Polypyrrole-reduced graphene oxide coated delignified wood for highly efficient solar interfacial steam generation

Abstract

A solar interfacial steam generator is a device that localizes the solar energy at the water–air interface for water evaporation. The solar interfacial steam generator can be applied in various evaporation-based thermal systems to enhance system efficiency by reducing heat dissipation. In this study, a bio-inspired polypyrrole-reduced graphene oxide coated wood was fabricated and investigated for evaporation and solar-to-vapor conversion efficiency improvement with different polypyrrole-reduced graphene oxide ratios.

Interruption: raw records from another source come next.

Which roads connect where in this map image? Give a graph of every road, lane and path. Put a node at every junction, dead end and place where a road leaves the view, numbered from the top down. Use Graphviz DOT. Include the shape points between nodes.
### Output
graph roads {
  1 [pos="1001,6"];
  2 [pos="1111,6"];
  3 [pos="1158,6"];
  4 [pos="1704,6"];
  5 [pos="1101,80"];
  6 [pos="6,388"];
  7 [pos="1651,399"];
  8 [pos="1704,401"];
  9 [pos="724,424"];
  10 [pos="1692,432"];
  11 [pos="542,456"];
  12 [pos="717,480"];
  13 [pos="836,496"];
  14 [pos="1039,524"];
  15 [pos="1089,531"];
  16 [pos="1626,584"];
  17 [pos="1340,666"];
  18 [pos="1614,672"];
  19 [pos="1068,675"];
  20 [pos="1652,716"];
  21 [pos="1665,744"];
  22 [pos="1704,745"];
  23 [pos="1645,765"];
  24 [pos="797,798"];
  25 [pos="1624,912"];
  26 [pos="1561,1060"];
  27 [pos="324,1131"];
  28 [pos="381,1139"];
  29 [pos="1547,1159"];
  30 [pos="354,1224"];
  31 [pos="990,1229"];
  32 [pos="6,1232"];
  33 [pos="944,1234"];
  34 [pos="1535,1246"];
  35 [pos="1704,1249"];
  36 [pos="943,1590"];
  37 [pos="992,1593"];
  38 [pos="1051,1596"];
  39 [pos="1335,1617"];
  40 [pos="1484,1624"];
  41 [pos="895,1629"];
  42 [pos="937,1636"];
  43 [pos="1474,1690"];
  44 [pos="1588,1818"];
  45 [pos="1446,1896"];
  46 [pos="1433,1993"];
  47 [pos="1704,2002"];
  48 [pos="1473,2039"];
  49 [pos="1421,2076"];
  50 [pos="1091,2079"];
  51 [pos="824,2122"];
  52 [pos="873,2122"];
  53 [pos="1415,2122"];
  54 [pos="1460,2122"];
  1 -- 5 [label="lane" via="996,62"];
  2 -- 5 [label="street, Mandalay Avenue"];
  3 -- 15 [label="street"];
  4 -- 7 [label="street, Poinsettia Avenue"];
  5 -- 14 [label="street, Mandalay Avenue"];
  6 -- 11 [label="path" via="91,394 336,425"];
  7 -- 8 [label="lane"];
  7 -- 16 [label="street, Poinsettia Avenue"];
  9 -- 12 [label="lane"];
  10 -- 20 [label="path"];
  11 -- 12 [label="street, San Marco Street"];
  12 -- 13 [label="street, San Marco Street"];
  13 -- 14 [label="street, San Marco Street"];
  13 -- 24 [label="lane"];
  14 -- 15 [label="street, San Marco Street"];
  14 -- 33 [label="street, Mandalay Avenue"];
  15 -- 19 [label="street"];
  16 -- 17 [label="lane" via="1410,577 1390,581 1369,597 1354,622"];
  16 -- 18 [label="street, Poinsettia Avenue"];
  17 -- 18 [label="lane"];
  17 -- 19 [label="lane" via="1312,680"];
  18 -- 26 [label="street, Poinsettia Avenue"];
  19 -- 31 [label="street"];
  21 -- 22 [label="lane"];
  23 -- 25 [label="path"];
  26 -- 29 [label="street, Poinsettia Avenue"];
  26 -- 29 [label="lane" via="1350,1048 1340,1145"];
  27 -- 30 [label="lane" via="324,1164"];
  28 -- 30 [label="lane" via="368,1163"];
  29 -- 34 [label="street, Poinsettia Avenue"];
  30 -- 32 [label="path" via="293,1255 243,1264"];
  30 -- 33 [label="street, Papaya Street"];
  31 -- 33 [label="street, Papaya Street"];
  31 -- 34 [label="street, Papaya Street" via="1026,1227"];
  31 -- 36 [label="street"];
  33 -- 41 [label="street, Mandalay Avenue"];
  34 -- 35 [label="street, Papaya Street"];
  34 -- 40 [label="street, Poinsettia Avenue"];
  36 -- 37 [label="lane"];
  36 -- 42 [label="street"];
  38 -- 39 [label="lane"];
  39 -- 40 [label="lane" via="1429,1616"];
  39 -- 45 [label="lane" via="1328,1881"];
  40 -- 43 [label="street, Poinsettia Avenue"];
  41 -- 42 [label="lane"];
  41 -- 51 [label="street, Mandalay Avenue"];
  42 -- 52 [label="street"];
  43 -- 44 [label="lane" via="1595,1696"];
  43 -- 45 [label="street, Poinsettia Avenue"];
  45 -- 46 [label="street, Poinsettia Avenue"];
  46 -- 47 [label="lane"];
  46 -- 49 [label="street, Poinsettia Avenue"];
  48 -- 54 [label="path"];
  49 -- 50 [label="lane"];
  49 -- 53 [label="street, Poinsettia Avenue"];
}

Thanks to the synergistic effect of highly solar-absorbed polypyrrole and water-attracted reduced graphene oxide, and the efficient heat transfer two-dimensional pathway, the polypyrrole-reduced graphene oxide coated wood showed an outstanding water evaporation performance. The highest water evaporation rate obtained by the polypyrrole-reduced graphene oxide coated wood with the reduced graphene oxide content of 60 % was 1.49 kg·m−2·hr-1, showing a nearly 10 % and 19 % improvement compared to polypyrrole and reduced graphene oxide coated woods, respectively. The corresponding solar-to-vapor conversion efficiency (93.1 %) was also beyond most of the wood-based interfacial steam generators in the literature. The transient heat transfer and evaporation performances of the polypyrrole-reduced graphene oxide coated wood were also firstly investigated based on the developed transient models. It is expected that the remarkable results of this study can help to promote and facilitate the study and application of interfacial steam generators in various thermal systems.